Tunisie-Les producteurs de framboise voient rouge



Tunisie-Les producteurs de framboise voient rouge

Les producteurs de framboise sont aux abois. Subitement, les prix de ce petit fruit rouge ont dégringolé de 60% sur les marchés européens, première destination des exportations. En cause, la persistance de la vague de froid qui fait que la consommation soit portée sur d’autres fruits, notamment les agrumes.

Or, l’hiver concède normalement un avantage compétitif au producteur marocain vu que la production en Europe arrive à terme  en cette période. Mais pour la profession, il y a aussi une forte croissance des superficies et de production. Selon Amine Bennani, vice-président de la  Fédération interprofessionnelle marocaine des fruits rouges, «la campagne 2018-2019 a montré les limites de ce modèle de production».

La période de pic qui s’est étalée sur les deux dernières semaines de janvier a été marquée par une production de plus de 200 tonnes/jour. Une offre qui a dépassé de très loin la capacité d’absorption des marchés européens. «Du coup, les prix ont subitement baissé en janvier à moins de 30 DH/kg», est-il précisé.
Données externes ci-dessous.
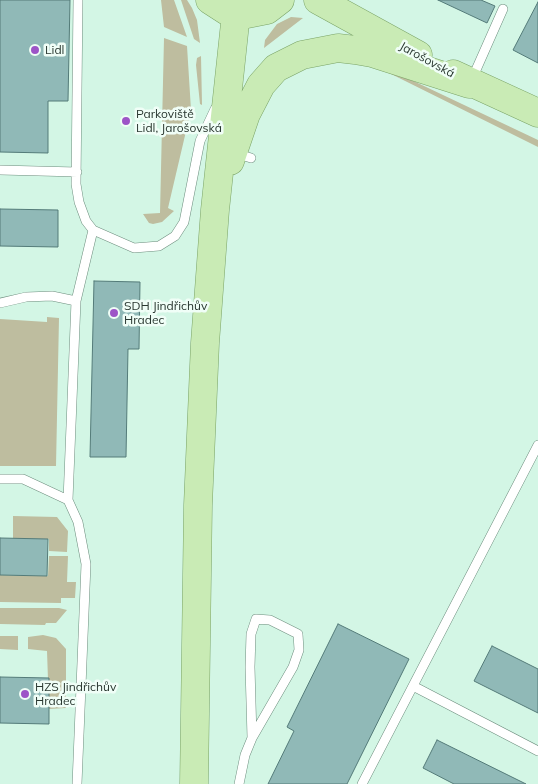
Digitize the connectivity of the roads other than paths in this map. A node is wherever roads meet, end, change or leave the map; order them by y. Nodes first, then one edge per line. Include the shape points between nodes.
1 (78, 0) edge
2 (210, 0) edge
3 (280, 0) edge
4 (318, 0) edge
5 (503, 9) dead end
6 (236, 14) junction
7 (470, 84) junction
8 (226, 87) junction
9 (538, 113) edge
10 (0, 170) edge
11 (77, 172) junction
12 (215, 210) junction
13 (93, 230) junction
14 (76, 302) junction
15 (0, 303) edge
16 (538, 445) edge
17 (0, 479) edge
18 (68, 500) junction
19 (413, 686) junction
20 (252, 738) junction
21 (538, 751) edge
22 (366, 783) edge
23 (78, 784) edge
24 (194, 784) edge
25 (239, 784) edge

1 - 11 lane
2 - 6 main road
3 - 6 main road via 257,13
4 - 7 main road, Jarošovská
5 - 7 lane
6 - 8 main road
7 - 9 main road, Jarošovská
7 - 12 main road via 355,50 338,48 302,55 276,68 261,86 246,114 242,155
8 - 12 main road
8 - 13 lane via 200,141 184,222 175,236 159,246 134,248
10 - 11 lane
11 - 13 lane via 79,202
12 - 24 main road via 198,505
13 - 14 lane
14 - 15 lane via 52,296
14 - 18 lane
16 - 19 lane
17 - 18 lane via 23,479
18 - 23 lane via 78,522 86,564
19 - 21 lane
19 - 22 lane
20 - 20 lane via 251,634 256,619 270,620 298,634 299,650
20 - 25 lane

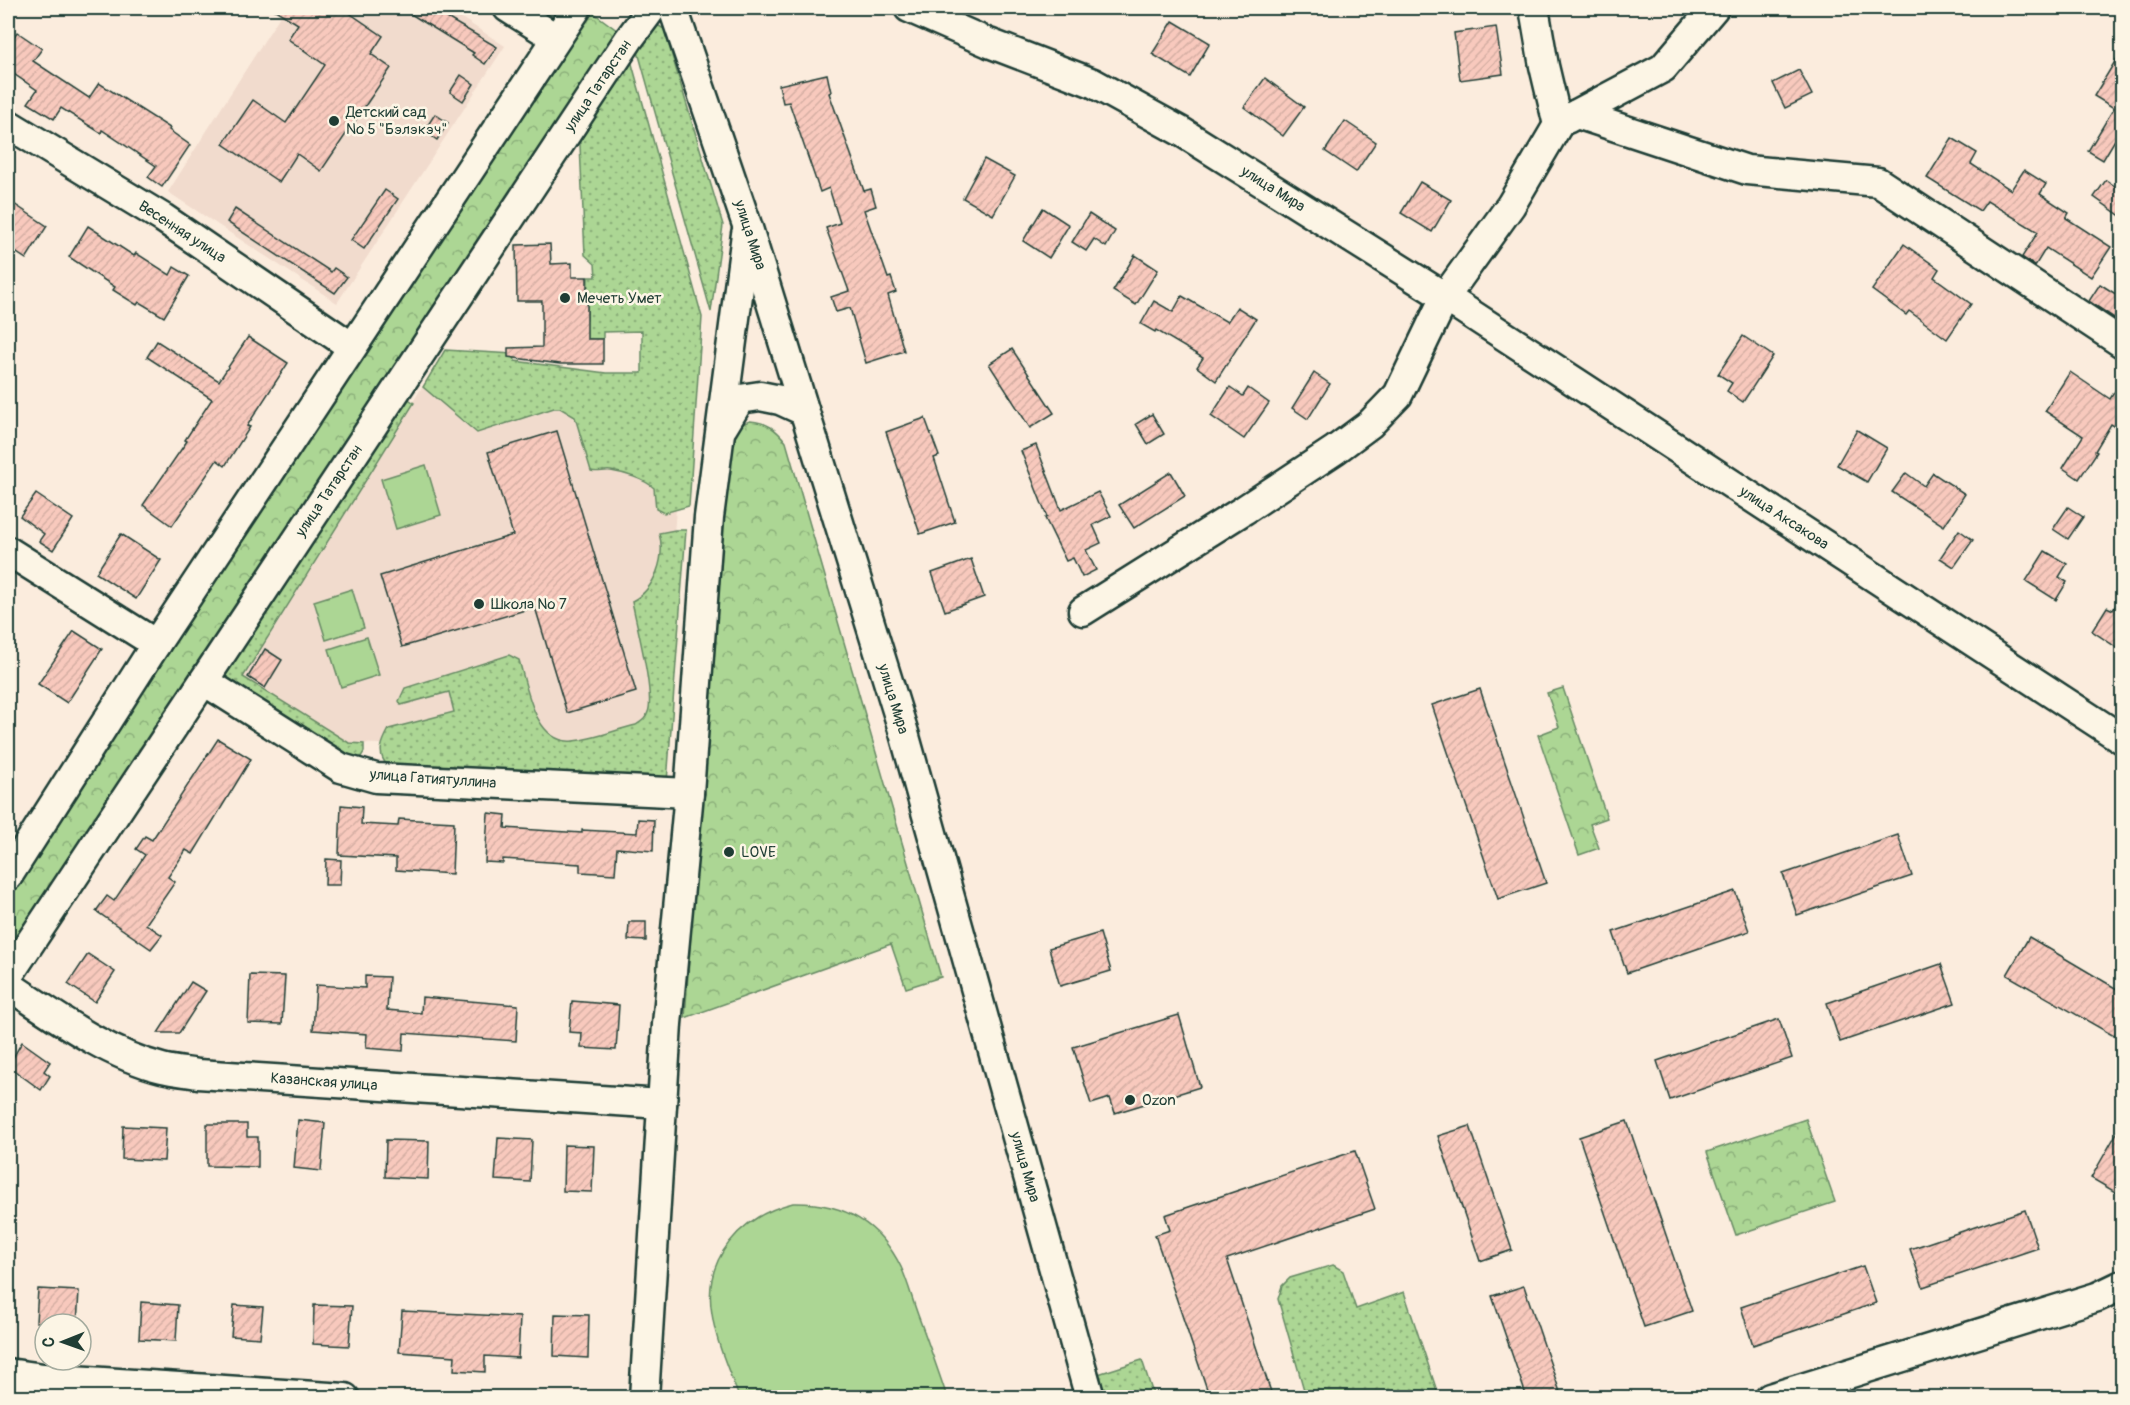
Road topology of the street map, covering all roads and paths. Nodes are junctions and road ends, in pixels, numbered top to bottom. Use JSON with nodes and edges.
{"nodes":[{"id":1,"x":508,"y":8,"type":"edge"},
{"id":2,"x":577,"y":8,"type":"edge"},
{"id":3,"x":652,"y":8,"type":"edge"},
{"id":4,"x":673,"y":8,"type":"edge"},
{"id":5,"x":909,"y":8,"type":"edge"},
{"id":6,"x":1534,"y":8,"type":"edge"},
{"id":7,"x":1714,"y":8,"type":"edge"},
{"id":8,"x":556,"y":38,"type":"junction"},
{"id":9,"x":1567,"y":119,"type":"junction"},
{"id":10,"x":8,"y":124,"type":"edge"},
{"id":11,"x":747,"y":225,"type":"junction"},
{"id":12,"x":1445,"y":297,"type":"junction"},
{"id":13,"x":2122,"y":343,"type":"edge"},
{"id":14,"x":352,"y":347,"type":"junction"},
{"id":15,"x":804,"y":411,"type":"junction"},
{"id":16,"x":720,"y":431,"type":"junction"},
{"id":17,"x":8,"y":551,"type":"edge"},
{"id":18,"x":1083,"y":611,"type":"dead end"},
{"id":19,"x":156,"y":644,"type":"junction"},
{"id":20,"x":204,"y":681,"type":"junction"},
{"id":21,"x":2122,"y":739,"type":"edge"},
{"id":22,"x":689,"y":793,"type":"junction"},
{"id":23,"x":8,"y":876,"type":"edge"},
{"id":24,"x":8,"y":976,"type":"edge"},
{"id":25,"x":8,"y":985,"type":"edge"},
{"id":26,"x":662,"y":1104,"type":"junction"},
{"id":27,"x":2122,"y":1286,"type":"edge"},
{"id":28,"x":8,"y":1373,"type":"edge"},
{"id":29,"x":345,"y":1398,"type":"edge"},
{"id":30,"x":644,"y":1398,"type":"edge"},
{"id":31,"x":1090,"y":1398,"type":"edge"},
{"id":32,"x":1770,"y":1398,"type":"edge"}],
"edges":[{"from":1,"to":8,"type":"street"},
{"from":2,"to":8,"type":"street"},
{"from":3,"to":20,"type":"street","name":"улица Татарстан"},
{"from":4,"to":11,"type":"street","name":"улица Мира"},
{"from":5,"to":12,"type":"street","name":"улица Мира"},
{"from":6,"to":9,"type":"street"},
{"from":7,"to":9,"type":"street"},
{"from":8,"to":14,"type":"street"},
{"from":9,"to":12,"type":"street"},
{"from":9,"to":13,"type":"street"},
{"from":10,"to":14,"type":"street","name":"Весенняя улица"},
{"from":11,"to":15,"type":"street","name":"улица Мира"},
{"from":11,"to":16,"type":"street"},
{"from":12,"to":18,"type":"street"},
{"from":12,"to":21,"type":"street","name":"улица Аксакова"},
{"from":14,"to":19,"type":"street"},
{"from":15,"to":16,"type":"street"},
{"from":15,"to":31,"type":"street","name":"улица Мира"},
{"from":16,"to":22,"type":"street"},
{"from":17,"to":19,"type":"street"},
{"from":19,"to":23,"type":"street"},
{"from":20,"to":22,"type":"street","name":"улица Гатиятуллина"},
{"from":20,"to":24,"type":"street","name":"улица Татарстан"},
{"from":22,"to":26,"type":"street"},
{"from":25,"to":26,"type":"street","name":"Казанская улица"},
{"from":26,"to":30,"type":"street"},
{"from":27,"to":32,"type":"street"},
{"from":28,"to":29,"type":"street"}]}
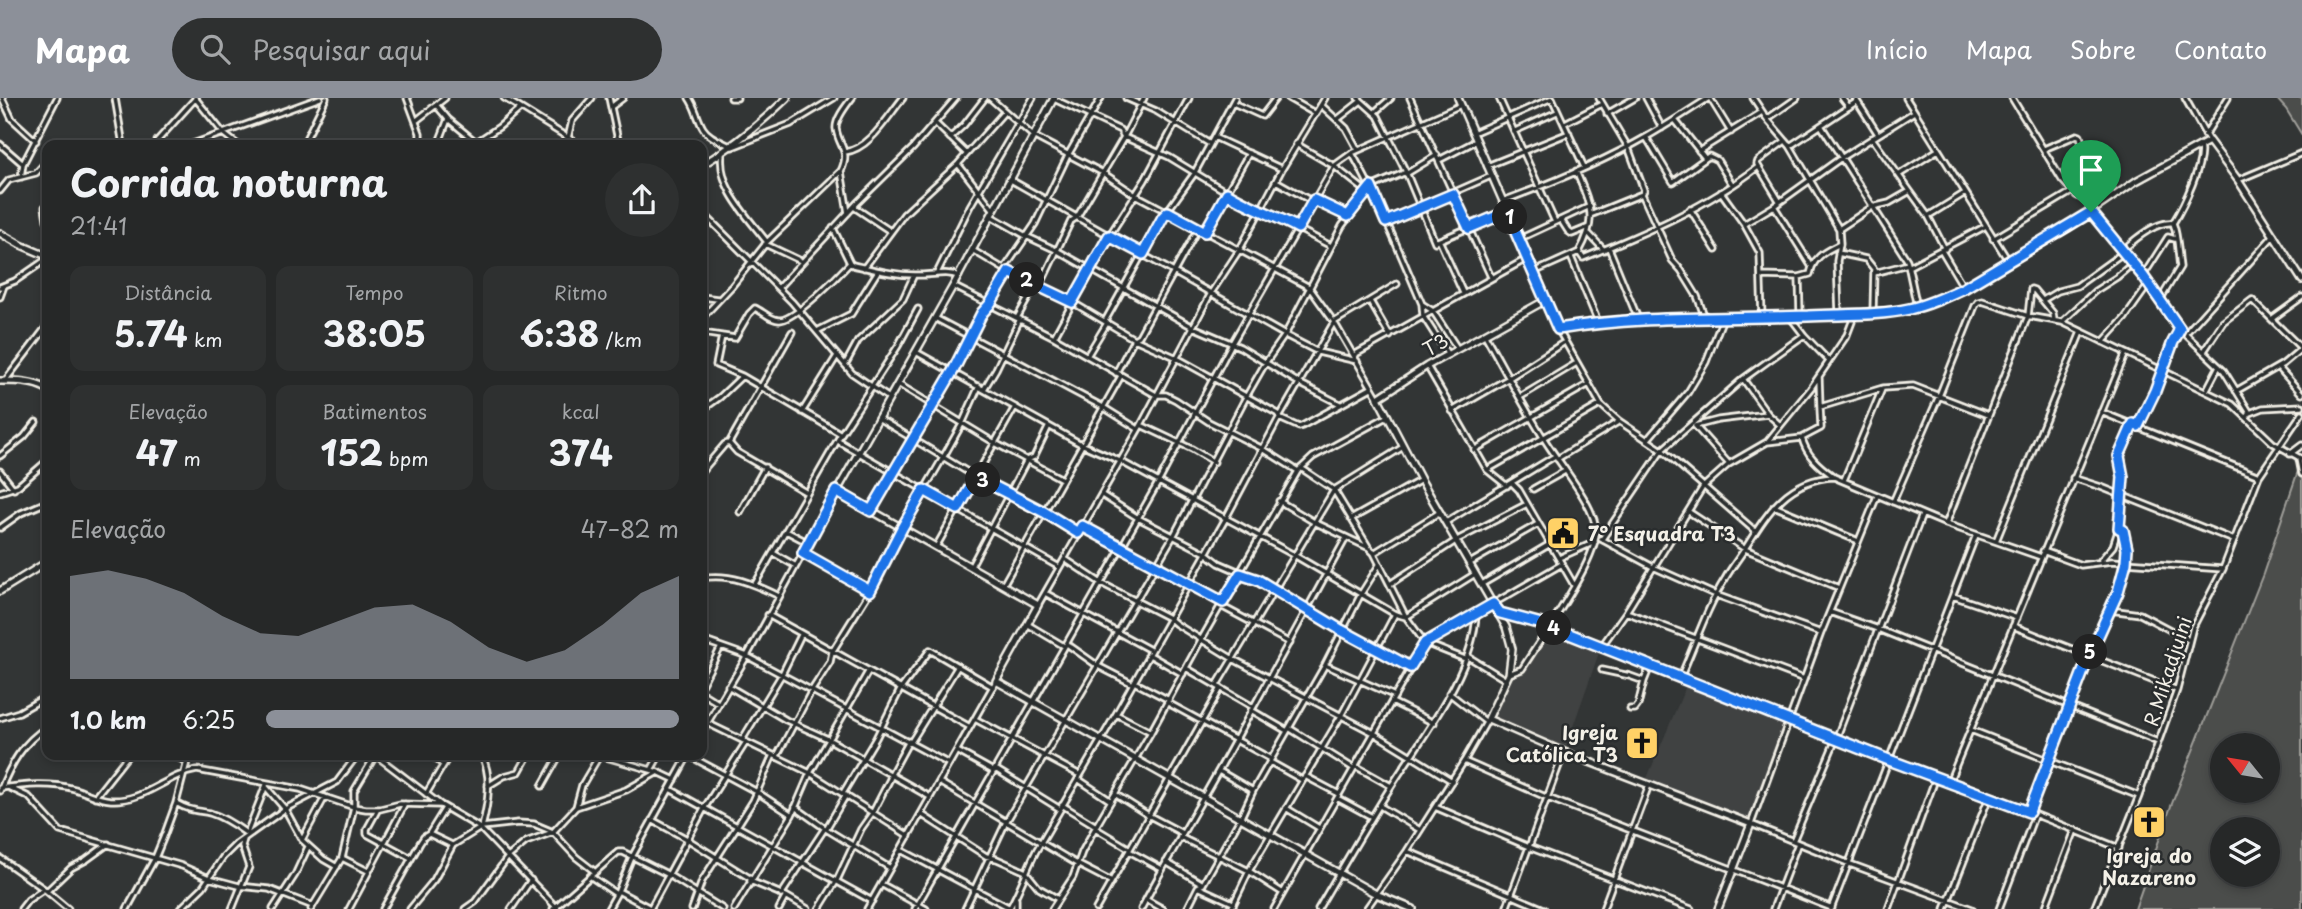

Ce niveau ne couvre même pas les coûts de production qui, selon l’interprofession avoisinent les 45 DH/kg. «Et la tendance baissière devrait se poursuivre sur ce mois de février», prévient le vice-président de l’interprofession. Puisque les prévisions de production de l’actuelle campagne font état d’une forte hausse par rapport aux précédentes saisons.

Le pays a enregistré ces dernières années une forte hausse des superficies plantées en framboise aussi bien dans la région du Loukkos que celle du Souss- Massa.  En une décennie, elles sont passées de 30 hectares  à plus de 2.400 hectares cette saison. L’installation de la culture se déroule entre mai et août pour une production hivernale dont la cueillette démarre vers le mois de novembre et s’étale jusqu’à  juin de l’année d’après.

Hautement périssable, la framboise est exportée à l’état réfrigéré (4 degrés). D’où sa limite à gagner les marchés outre atlantique ou ceux des pays du golfe comme c’est le cas pour les autres fruits rouges, en particulier la fraise.

Pour la fédération des producteurs et exportateurs des fruits rouges, l’urgence d’une adaptation du framboisier aux conditions du marché s’impose. «D’autant plus que le débouché local ne constitue pas une soupape de sécurité vu sa désorganisation et les bas prix offerts», relève Bennani.

Il faut dire que la filière des fruits rouges attire les investisseurs. En particulier, de grands groupes aussi bien nationaux qu’étrangers. C’est que la filière est capitalistique (voir repères) mais aussi hautement rentable. 

De  moins d’un millier de tonnes en 2008, la production est passée cette année à 20.500 tonnes. Cet essor est le fait tout particulièrement de gros investisseurs qui disposent de moyens logistiques appropriés. Ceci, aussi bien au niveau de la production agricole que de la valorisation et de l’export. Sauf, que la rentabilité dépend aussi des conditions climatiques favorables.

Et c’est le cas dans le périmètre du Loukkos. La zone concentre en effet, les 4/5e de la production nationale de la fraise, la framboise et la myrtille. Elles génèrent aujourd’hui un chiffre d’affaires avoisinant les 3 milliards de DH et assurent plus de 6 millions de journées de travail durant 9 mois au niveau des exploitations agricoles et des stations de conditionnement.

La zone du Loukkos compte une vingtaine d’unités de conditionnement et de surgélation installées pour la majorité par des investisseurs délocalisés.

Le périmètre du Loukkos dispose en effet de plusieurs atouts qui expliquent la dynamique. D’abord, la ressource hydrique ne fait pas défaut.  La proximité des marchés européens a ensuite favorisé l’installation de producteurs et exportateurs européens,  notamment espagnols. Le tout, stimulé également par les incitations à l’investissement, notamment les subventions aux équipements de l’irrigation localisées et les stations de conditionnement.